— Saved data entries —
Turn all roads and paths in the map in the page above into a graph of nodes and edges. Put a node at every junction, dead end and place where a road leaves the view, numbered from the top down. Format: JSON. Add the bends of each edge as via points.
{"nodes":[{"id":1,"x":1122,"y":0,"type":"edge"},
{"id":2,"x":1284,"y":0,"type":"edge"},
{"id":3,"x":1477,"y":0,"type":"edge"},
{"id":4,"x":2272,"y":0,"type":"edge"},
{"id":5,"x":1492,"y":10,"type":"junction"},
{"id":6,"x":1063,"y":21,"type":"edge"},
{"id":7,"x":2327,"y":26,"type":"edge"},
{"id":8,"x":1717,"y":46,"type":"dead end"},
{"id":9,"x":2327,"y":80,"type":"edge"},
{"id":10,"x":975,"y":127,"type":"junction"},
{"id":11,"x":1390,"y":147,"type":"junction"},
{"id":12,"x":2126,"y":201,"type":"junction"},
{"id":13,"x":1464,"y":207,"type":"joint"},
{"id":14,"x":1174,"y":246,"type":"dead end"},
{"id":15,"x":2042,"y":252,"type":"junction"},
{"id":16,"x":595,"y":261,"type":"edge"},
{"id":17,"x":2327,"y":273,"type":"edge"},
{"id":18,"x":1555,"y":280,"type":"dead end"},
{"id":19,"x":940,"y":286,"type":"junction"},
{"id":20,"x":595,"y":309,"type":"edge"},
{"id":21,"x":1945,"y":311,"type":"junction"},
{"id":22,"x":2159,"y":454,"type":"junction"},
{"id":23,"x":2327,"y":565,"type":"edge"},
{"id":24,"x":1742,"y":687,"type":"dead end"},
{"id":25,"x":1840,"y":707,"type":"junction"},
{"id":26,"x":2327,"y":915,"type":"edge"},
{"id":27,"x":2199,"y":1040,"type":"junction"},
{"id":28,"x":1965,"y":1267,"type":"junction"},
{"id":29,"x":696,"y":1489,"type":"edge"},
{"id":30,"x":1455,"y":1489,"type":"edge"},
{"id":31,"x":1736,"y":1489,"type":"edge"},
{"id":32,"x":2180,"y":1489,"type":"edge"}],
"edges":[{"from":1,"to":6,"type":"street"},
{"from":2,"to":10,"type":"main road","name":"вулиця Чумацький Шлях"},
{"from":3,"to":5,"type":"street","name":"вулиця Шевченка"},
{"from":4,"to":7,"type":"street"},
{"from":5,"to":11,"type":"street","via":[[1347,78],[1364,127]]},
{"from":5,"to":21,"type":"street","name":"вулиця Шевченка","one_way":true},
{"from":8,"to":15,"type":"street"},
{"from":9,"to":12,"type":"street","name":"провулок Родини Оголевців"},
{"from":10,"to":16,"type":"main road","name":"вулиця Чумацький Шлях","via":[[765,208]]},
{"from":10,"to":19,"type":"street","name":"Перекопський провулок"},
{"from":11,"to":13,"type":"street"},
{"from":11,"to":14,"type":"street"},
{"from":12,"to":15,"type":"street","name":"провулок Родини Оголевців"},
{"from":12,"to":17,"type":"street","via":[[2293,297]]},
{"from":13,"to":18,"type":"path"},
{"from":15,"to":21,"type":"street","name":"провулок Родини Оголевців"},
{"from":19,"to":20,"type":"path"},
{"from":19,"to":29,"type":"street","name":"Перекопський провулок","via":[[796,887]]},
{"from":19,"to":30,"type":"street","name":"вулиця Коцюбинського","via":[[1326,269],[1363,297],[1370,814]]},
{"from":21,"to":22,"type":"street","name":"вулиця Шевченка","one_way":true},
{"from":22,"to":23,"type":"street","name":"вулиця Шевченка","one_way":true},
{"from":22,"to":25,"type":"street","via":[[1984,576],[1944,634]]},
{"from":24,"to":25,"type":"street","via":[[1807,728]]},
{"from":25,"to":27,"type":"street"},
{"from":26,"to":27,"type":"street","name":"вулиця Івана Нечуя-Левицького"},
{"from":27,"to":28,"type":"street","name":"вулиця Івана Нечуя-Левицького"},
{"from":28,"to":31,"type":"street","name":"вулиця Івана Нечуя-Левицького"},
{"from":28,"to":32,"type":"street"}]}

— WHAT YOU HAVE TO DO —
Extract the complete set of records unchanged.

— RESPONSE AREA —
Turn all roads and paths in the map in the page above into a graph of nodes and edges. Put a node at every junction, dead end and place where a road leaves the view, numbered from the top down. Format: JSON. Add the bends of each edge as via points.
{"nodes":[{"id":1,"x":1122,"y":0,"type":"edge"},
{"id":2,"x":1284,"y":0,"type":"edge"},
{"id":3,"x":1477,"y":0,"type":"edge"},
{"id":4,"x":2272,"y":0,"type":"edge"},
{"id":5,"x":1492,"y":10,"type":"junction"},
{"id":6,"x":1063,"y":21,"type":"edge"},
{"id":7,"x":2327,"y":26,"type":"edge"},
{"id":8,"x":1717,"y":46,"type":"dead end"},
{"id":9,"x":2327,"y":80,"type":"edge"},
{"id":10,"x":975,"y":127,"type":"junction"},
{"id":11,"x":1390,"y":147,"type":"junction"},
{"id":12,"x":2126,"y":201,"type":"junction"},
{"id":13,"x":1464,"y":207,"type":"joint"},
{"id":14,"x":1174,"y":246,"type":"dead end"},
{"id":15,"x":2042,"y":252,"type":"junction"},
{"id":16,"x":595,"y":261,"type":"edge"},
{"id":17,"x":2327,"y":273,"type":"edge"},
{"id":18,"x":1555,"y":280,"type":"dead end"},
{"id":19,"x":940,"y":286,"type":"junction"},
{"id":20,"x":595,"y":309,"type":"edge"},
{"id":21,"x":1945,"y":311,"type":"junction"},
{"id":22,"x":2159,"y":454,"type":"junction"},
{"id":23,"x":2327,"y":565,"type":"edge"},
{"id":24,"x":1742,"y":687,"type":"dead end"},
{"id":25,"x":1840,"y":707,"type":"junction"},
{"id":26,"x":2327,"y":915,"type":"edge"},
{"id":27,"x":2199,"y":1040,"type":"junction"},
{"id":28,"x":1965,"y":1267,"type":"junction"},
{"id":29,"x":696,"y":1489,"type":"edge"},
{"id":30,"x":1455,"y":1489,"type":"edge"},
{"id":31,"x":1736,"y":1489,"type":"edge"},
{"id":32,"x":2180,"y":1489,"type":"edge"}],
"edges":[{"from":1,"to":6,"type":"street"},
{"from":2,"to":10,"type":"main road","name":"вулиця Чумацький Шлях"},
{"from":3,"to":5,"type":"street","name":"вулиця Шевченка"},
{"from":4,"to":7,"type":"street"},
{"from":5,"to":11,"type":"street","via":[[1347,78],[1364,127]]},
{"from":5,"to":21,"type":"street","name":"вулиця Шевченка","one_way":true},
{"from":8,"to":15,"type":"street"},
{"from":9,"to":12,"type":"street","name":"провулок Родини Оголевців"},
{"from":10,"to":16,"type":"main road","name":"вулиця Чумацький Шлях","via":[[765,208]]},
{"from":10,"to":19,"type":"street","name":"Перекопський провулок"},
{"from":11,"to":13,"type":"street"},
{"from":11,"to":14,"type":"street"},
{"from":12,"to":15,"type":"street","name":"провулок Родини Оголевців"},
{"from":12,"to":17,"type":"street","via":[[2293,297]]},
{"from":13,"to":18,"type":"path"},
{"from":15,"to":21,"type":"street","name":"провулок Родини Оголевців"},
{"from":19,"to":20,"type":"path"},
{"from":19,"to":29,"type":"street","name":"Перекопський провулок","via":[[796,887]]},
{"from":19,"to":30,"type":"street","name":"вулиця Коцюбинського","via":[[1326,269],[1363,297],[1370,814]]},
{"from":21,"to":22,"type":"street","name":"вулиця Шевченка","one_way":true},
{"from":22,"to":23,"type":"street","name":"вулиця Шевченка","one_way":true},
{"from":22,"to":25,"type":"street","via":[[1984,576],[1944,634]]},
{"from":24,"to":25,"type":"street","via":[[1807,728]]},
{"from":25,"to":27,"type":"street"},
{"from":26,"to":27,"type":"street","name":"вулиця Івана Нечуя-Левицького"},
{"from":27,"to":28,"type":"street","name":"вулиця Івана Нечуя-Левицького"},
{"from":28,"to":31,"type":"street","name":"вулиця Івана Нечуя-Левицького"},
{"from":28,"to":32,"type":"street"}]}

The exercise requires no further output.